[EXERCISE DATA]

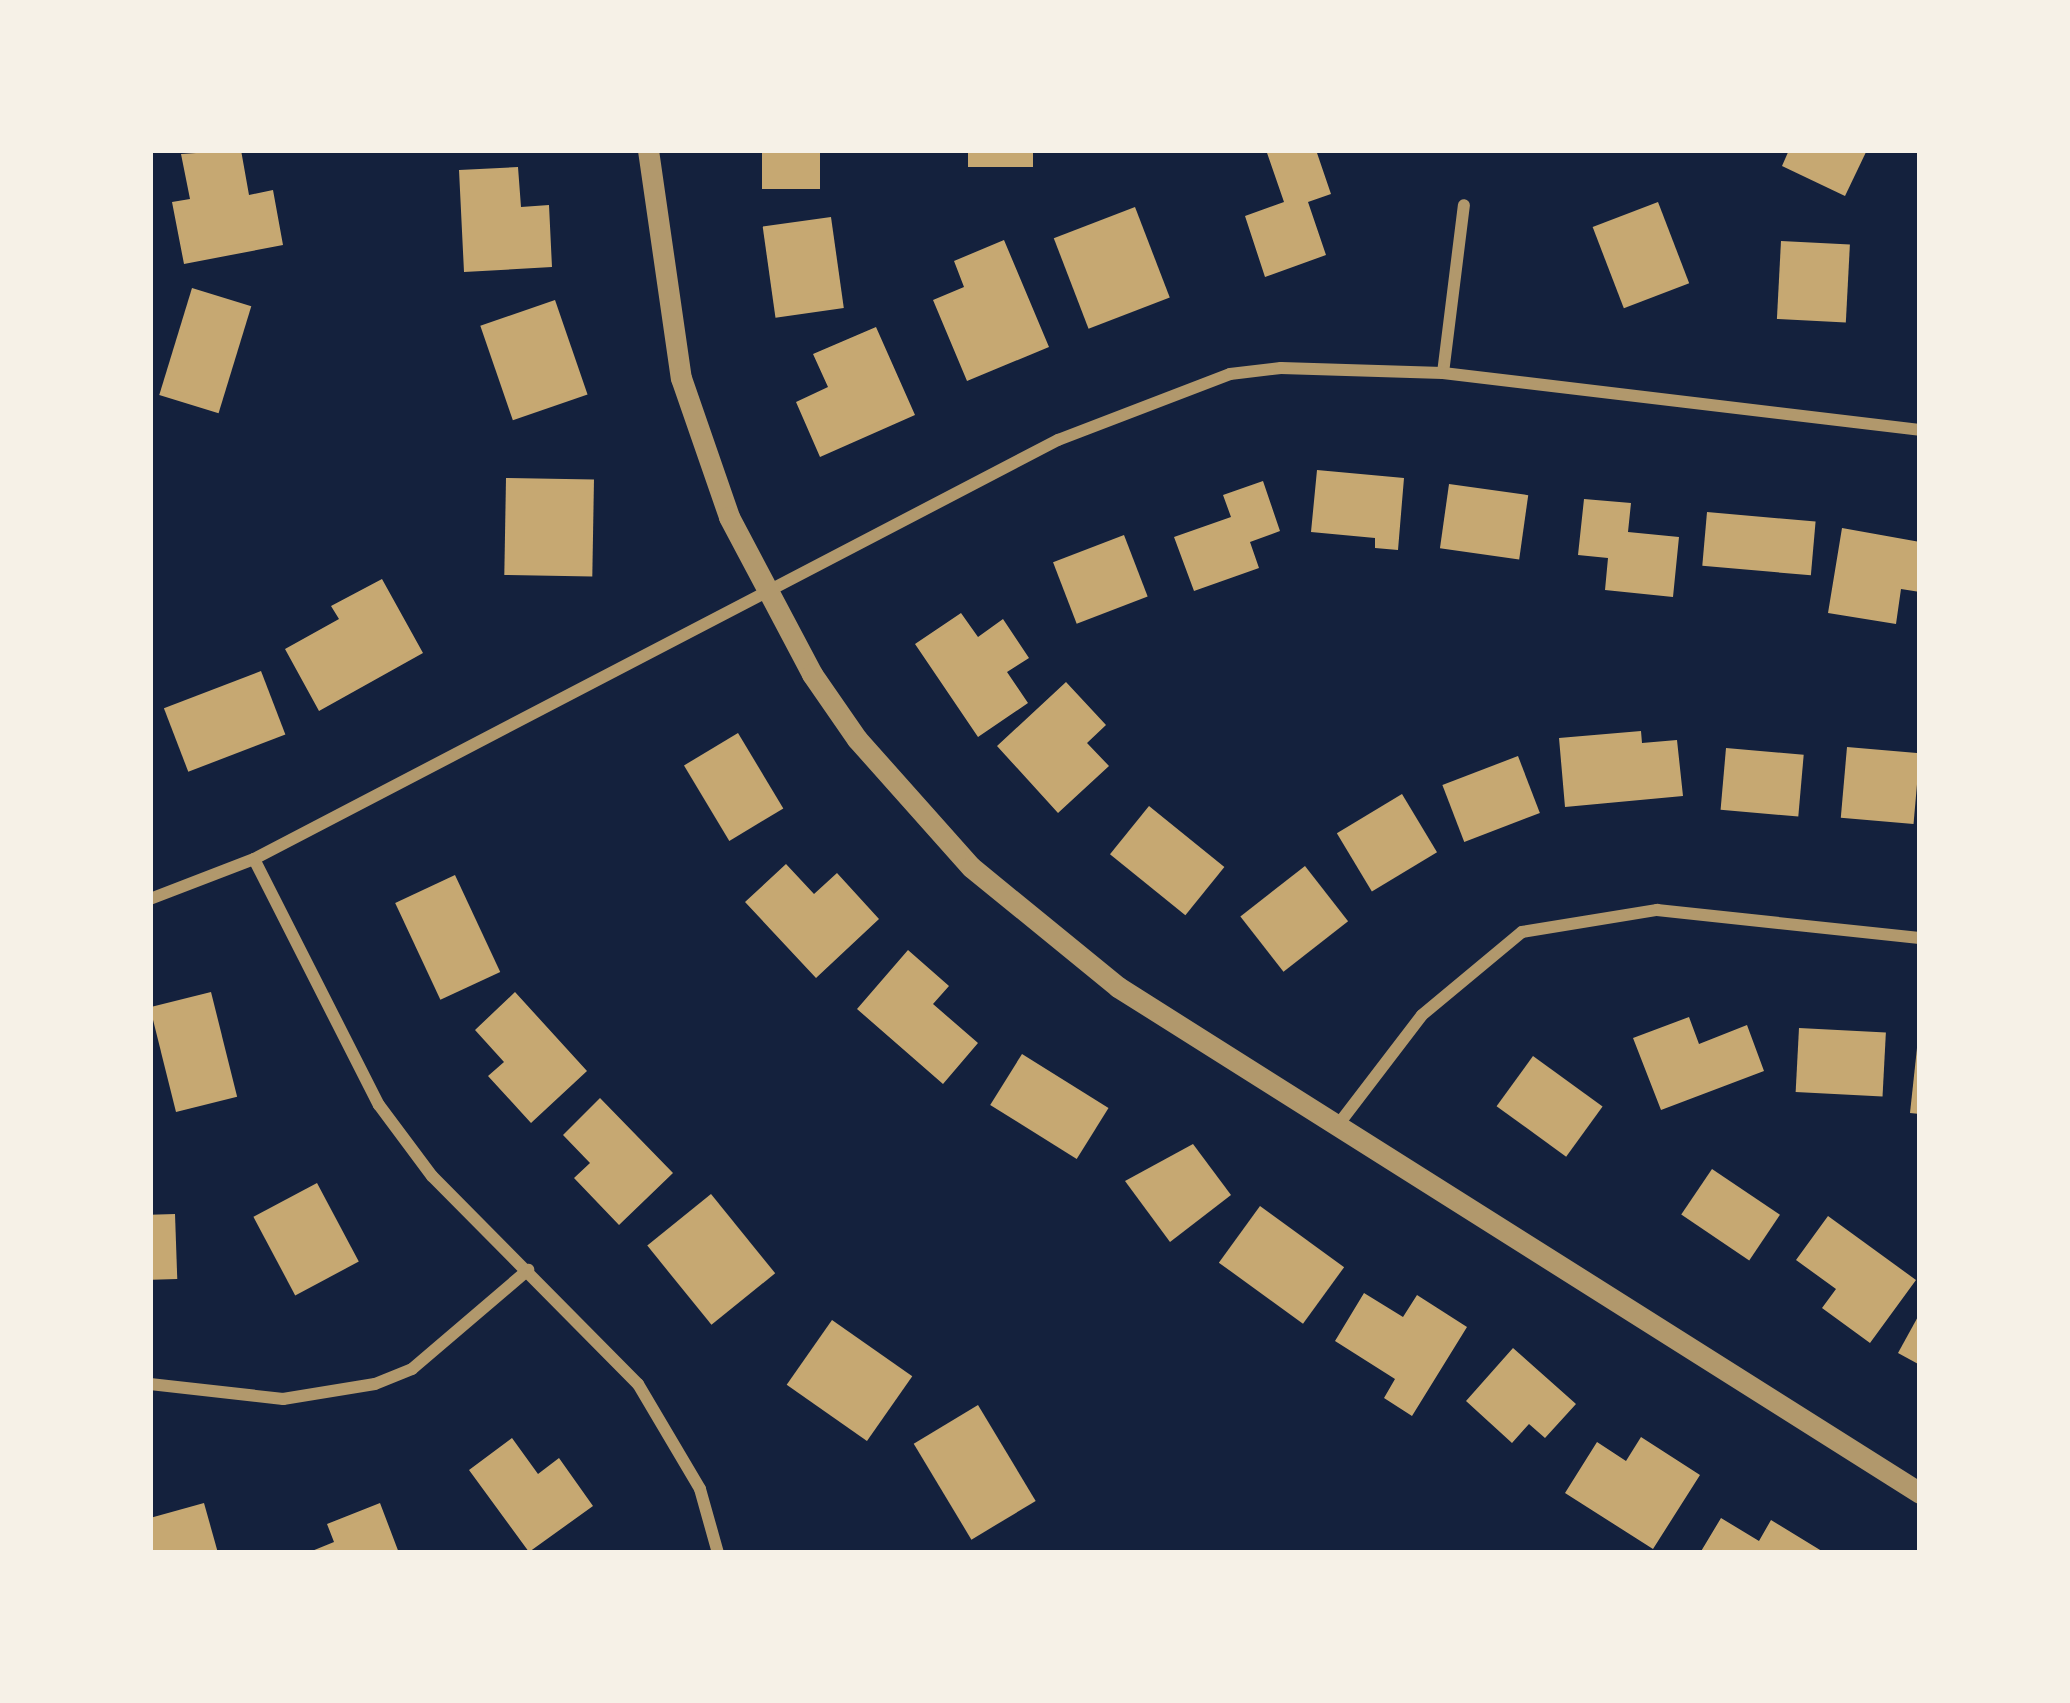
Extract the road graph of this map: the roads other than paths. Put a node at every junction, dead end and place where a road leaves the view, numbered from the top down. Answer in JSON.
{"nodes":[{"id":1,"x":648,"y":150,"type":"edge"},
{"id":2,"x":1464,"y":205,"type":"dead end"},
{"id":3,"x":1443,"y":373,"type":"junction"},
{"id":4,"x":1920,"y":430,"type":"edge"},
{"id":5,"x":767,"y":592,"type":"junction"},
{"id":6,"x":254,"y":859,"type":"junction"},
{"id":7,"x":150,"y":899,"type":"edge"},
{"id":8,"x":1920,"y":938,"type":"edge"},
{"id":9,"x":1341,"y":1121,"type":"junction"},
{"id":10,"x":528,"y":1270,"type":"junction"},
{"id":11,"x":150,"y":1384,"type":"edge"},
{"id":12,"x":1920,"y":1493,"type":"edge"},
{"id":13,"x":718,"y":1553,"type":"edge"}],
"edges":[{"from":1,"to":5,"type":"street"},
{"from":2,"to":3,"type":"street"},
{"from":3,"to":4,"type":"street"},
{"from":3,"to":5,"type":"street"},
{"from":5,"to":6,"type":"street"},
{"from":5,"to":9,"type":"street"},
{"from":6,"to":7,"type":"street"},
{"from":6,"to":10,"type":"street"},
{"from":8,"to":9,"type":"street"},
{"from":9,"to":12,"type":"street"},
{"from":10,"to":11,"type":"street"},
{"from":10,"to":13,"type":"street"}]}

[AIM OF THE TASK] Output each record above exactly; omit the images.

[YOUR SOLUTION]
Extract the road graph of this map: the roads other than paths. Put a node at every junction, dead end and place where a road leaves the view, numbered from the top down. Answer in JSON.
{"nodes":[{"id":1,"x":648,"y":150,"type":"edge"},
{"id":2,"x":1464,"y":205,"type":"dead end"},
{"id":3,"x":1443,"y":373,"type":"junction"},
{"id":4,"x":1920,"y":430,"type":"edge"},
{"id":5,"x":767,"y":592,"type":"junction"},
{"id":6,"x":254,"y":859,"type":"junction"},
{"id":7,"x":150,"y":899,"type":"edge"},
{"id":8,"x":1920,"y":938,"type":"edge"},
{"id":9,"x":1341,"y":1121,"type":"junction"},
{"id":10,"x":528,"y":1270,"type":"junction"},
{"id":11,"x":150,"y":1384,"type":"edge"},
{"id":12,"x":1920,"y":1493,"type":"edge"},
{"id":13,"x":718,"y":1553,"type":"edge"}],
"edges":[{"from":1,"to":5,"type":"street"},
{"from":2,"to":3,"type":"street"},
{"from":3,"to":4,"type":"street"},
{"from":3,"to":5,"type":"street"},
{"from":5,"to":6,"type":"street"},
{"from":5,"to":9,"type":"street"},
{"from":6,"to":7,"type":"street"},
{"from":6,"to":10,"type":"street"},
{"from":8,"to":9,"type":"street"},
{"from":9,"to":12,"type":"street"},
{"from":10,"to":11,"type":"street"},
{"from":10,"to":13,"type":"street"}]}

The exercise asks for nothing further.